Highly Robust and Multimodal PVA/Aramid Nanofiber/MXene Organogel Sensors for Advanced Human–Machine Interfaces

by Guofan Zeng, Leiting Liao, Zehong Wu, Jinye Chen, Peidi Zhou, Yihan Qiu and Mingcen Weng

Biosensors 2026, 16(4), 229; https://doi.org/10.3390/bios16040229 - 20 Apr 2026

Abstract

Flexible and wearable electronics require soft sensing materials that balance mechanical compliance, stable signal transduction, and durability for human–machine interfaces (HMIs). To address the limitations of single-filler systems, we propose a poly(vinyl alcohol) (PVA)/aramid nanofiber (ANF)/MXene organogel (PAM) as a multifunctional soft platform. [...] Read more.

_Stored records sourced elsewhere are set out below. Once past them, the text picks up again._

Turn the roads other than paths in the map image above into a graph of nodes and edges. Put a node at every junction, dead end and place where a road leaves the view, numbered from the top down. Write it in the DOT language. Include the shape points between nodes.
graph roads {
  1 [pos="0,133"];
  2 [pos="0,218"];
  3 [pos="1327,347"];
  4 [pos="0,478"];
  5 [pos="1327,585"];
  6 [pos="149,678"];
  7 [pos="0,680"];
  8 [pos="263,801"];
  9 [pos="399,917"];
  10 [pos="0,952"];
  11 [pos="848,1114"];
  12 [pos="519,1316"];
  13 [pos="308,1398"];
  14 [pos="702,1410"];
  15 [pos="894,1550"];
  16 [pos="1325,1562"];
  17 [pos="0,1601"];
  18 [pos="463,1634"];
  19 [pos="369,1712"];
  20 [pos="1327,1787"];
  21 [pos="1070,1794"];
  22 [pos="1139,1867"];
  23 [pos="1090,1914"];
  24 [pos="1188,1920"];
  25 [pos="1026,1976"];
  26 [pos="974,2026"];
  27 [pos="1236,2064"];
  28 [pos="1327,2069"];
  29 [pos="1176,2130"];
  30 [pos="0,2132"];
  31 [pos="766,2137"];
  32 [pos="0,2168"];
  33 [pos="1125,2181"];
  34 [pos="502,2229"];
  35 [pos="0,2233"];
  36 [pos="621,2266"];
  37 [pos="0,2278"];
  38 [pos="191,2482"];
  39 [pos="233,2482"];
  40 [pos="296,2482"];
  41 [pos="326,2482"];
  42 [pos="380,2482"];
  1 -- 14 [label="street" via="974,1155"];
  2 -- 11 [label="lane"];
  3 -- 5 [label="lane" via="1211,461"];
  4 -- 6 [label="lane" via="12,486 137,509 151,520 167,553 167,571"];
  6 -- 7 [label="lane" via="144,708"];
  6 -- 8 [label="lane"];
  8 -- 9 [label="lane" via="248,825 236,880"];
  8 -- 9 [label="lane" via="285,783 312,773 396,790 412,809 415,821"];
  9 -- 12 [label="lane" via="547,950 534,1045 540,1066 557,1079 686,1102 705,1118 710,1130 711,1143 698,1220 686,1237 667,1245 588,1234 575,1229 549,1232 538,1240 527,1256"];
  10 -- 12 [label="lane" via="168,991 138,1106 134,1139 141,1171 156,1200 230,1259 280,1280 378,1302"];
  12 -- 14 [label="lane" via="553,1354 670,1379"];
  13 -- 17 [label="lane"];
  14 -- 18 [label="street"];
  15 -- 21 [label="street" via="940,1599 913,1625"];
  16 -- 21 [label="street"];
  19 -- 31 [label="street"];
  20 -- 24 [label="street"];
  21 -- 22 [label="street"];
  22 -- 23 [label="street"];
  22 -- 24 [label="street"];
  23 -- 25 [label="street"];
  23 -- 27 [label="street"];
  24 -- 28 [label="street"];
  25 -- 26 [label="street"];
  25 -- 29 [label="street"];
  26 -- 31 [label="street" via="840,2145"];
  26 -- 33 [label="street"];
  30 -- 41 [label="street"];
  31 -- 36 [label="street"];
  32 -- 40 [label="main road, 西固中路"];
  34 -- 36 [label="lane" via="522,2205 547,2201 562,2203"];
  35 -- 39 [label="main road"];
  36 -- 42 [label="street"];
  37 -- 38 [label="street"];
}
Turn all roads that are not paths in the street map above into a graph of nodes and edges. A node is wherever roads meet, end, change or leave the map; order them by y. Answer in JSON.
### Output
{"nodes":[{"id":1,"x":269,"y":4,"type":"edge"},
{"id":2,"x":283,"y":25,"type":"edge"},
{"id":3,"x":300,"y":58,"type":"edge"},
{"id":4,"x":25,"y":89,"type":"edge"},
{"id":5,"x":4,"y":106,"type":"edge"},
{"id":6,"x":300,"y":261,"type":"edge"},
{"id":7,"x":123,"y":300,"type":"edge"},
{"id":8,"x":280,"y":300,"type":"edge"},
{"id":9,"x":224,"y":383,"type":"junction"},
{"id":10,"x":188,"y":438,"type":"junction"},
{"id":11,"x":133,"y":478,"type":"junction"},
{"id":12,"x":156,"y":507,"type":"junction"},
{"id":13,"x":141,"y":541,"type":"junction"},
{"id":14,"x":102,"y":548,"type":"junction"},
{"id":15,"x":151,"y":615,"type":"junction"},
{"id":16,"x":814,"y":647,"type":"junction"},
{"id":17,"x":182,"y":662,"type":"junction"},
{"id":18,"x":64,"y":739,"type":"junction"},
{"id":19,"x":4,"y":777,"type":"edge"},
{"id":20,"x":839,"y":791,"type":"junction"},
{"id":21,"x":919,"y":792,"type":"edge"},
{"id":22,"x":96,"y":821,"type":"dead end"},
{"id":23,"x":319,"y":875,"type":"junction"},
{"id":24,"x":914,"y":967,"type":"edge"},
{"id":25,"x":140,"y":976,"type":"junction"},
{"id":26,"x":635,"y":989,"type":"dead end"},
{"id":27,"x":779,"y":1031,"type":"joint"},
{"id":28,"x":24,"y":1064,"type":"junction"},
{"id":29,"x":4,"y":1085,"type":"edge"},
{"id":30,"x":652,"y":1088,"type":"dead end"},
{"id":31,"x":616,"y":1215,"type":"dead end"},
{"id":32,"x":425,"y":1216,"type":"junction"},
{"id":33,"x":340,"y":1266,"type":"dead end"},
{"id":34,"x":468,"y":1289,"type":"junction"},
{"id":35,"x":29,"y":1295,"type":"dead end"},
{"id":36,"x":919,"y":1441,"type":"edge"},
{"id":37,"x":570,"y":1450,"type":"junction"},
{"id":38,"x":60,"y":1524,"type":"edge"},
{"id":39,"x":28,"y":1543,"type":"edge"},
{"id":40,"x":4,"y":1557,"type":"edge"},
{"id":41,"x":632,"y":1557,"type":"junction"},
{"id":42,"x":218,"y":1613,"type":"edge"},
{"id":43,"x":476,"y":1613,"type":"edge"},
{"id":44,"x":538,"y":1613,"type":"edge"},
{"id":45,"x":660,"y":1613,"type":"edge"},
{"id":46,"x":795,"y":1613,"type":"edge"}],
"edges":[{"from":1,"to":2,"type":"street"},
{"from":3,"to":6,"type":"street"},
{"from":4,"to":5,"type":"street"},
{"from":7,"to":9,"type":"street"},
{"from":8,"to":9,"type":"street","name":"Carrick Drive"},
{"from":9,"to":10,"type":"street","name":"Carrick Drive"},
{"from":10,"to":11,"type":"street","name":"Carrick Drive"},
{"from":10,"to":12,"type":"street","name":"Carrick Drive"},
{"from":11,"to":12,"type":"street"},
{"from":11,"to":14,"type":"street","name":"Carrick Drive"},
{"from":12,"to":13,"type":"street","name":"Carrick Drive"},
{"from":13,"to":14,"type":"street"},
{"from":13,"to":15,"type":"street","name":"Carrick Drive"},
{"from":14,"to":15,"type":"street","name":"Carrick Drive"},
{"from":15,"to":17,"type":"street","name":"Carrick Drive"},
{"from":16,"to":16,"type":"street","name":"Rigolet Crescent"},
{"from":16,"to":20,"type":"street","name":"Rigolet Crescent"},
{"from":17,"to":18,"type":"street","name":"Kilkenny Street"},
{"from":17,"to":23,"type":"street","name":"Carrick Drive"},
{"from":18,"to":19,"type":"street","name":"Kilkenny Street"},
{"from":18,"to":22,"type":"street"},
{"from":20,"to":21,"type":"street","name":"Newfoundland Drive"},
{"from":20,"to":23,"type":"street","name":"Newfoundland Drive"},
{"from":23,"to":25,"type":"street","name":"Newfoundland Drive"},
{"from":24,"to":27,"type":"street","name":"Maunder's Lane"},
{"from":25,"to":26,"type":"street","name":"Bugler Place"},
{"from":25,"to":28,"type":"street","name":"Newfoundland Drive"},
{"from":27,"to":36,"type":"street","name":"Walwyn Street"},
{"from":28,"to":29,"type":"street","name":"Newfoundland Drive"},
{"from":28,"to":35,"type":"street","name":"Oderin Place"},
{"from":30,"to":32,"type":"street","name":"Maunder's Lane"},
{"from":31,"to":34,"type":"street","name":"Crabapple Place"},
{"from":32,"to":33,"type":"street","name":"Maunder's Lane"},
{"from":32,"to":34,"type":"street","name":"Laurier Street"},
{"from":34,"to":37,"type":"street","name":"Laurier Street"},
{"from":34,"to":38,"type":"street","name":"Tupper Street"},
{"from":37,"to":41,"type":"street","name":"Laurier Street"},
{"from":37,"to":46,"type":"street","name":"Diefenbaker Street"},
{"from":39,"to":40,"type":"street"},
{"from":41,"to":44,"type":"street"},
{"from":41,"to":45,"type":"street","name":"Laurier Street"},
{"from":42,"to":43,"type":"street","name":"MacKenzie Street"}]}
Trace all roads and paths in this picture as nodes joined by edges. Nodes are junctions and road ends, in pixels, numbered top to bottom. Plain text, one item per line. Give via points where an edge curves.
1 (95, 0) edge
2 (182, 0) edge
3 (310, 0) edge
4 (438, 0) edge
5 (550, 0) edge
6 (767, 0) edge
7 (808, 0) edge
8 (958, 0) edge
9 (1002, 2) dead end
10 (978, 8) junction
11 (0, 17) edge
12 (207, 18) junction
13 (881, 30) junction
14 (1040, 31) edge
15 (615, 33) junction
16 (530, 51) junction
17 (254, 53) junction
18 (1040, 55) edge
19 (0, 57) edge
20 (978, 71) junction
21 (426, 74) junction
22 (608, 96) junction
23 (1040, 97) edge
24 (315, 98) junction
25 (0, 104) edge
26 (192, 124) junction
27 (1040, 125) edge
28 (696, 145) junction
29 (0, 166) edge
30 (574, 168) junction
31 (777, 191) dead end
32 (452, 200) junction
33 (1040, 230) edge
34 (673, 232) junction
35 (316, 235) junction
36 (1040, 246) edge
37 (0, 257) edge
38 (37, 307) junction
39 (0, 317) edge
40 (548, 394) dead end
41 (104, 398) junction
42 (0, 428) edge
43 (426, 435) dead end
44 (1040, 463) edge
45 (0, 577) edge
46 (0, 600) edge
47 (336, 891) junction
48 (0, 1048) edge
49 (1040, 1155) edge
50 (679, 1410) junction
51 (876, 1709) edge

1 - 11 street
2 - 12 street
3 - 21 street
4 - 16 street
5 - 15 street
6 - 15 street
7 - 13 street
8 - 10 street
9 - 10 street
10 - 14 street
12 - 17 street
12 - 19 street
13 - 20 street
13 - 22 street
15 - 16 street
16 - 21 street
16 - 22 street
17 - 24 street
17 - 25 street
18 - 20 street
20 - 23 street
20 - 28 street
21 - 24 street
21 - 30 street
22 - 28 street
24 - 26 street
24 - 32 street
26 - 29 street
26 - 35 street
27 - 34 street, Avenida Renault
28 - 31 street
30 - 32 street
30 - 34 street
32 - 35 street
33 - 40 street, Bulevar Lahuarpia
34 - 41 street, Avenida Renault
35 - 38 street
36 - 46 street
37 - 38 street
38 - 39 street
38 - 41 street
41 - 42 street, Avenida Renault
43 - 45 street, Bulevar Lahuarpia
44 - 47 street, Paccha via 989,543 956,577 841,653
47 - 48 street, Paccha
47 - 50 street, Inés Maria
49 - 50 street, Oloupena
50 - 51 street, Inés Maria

Flexible and wearable electronics require soft sensing materials that balance mechanical compliance, stable signal transduction, and durability for human–machine interfaces (HMIs). To address the limitations of single-filler systems, we propose a poly(vinyl alcohol) (PVA)/aramid nanofiber (ANF)/MXene organogel (PAM) as a multifunctional soft platform. This design integrates a PVA physically crosslinked network with ANF for mechanical reinforcement and MXene for electrical functionality. The optimized PAM composite exhibits outstanding mechanical properties, including a fracture stress of 2931 kPa, a fracture strain of 676%, and a fracture toughness of 9.04 MJ m⁻³. Importantly, PAM serves as a single material platform configurable into three sensing modalities. The resistive strain sensor achieves a gauge factor of 3.1 over 10–100% strain and enables the reliable recognition of human joint movements and gestures. The capacitive pressure sensor delivers a sensitivity of 0.298 kPa⁻¹, rapid response/recovery times of 30/10 ms, and is integrated with a wireless module to control a smart car. Furthermore, the PAM-based triboelectric nanogenerator (TENG) delivers excellent electrical outputs (V_oc = 123 V, I_sc = 0.52 μA, Q_sc = 58 nC) and functions as a self-powered smart handwriting pad, achieving a machine-learning-based recognition accuracy of 97.6%. This work demonstrates the immense potential of the PAM organogel for advanced, self-powered HMIs. Full article

(This article belongs to the Special Issue Flexible and Stretchable Biosensors)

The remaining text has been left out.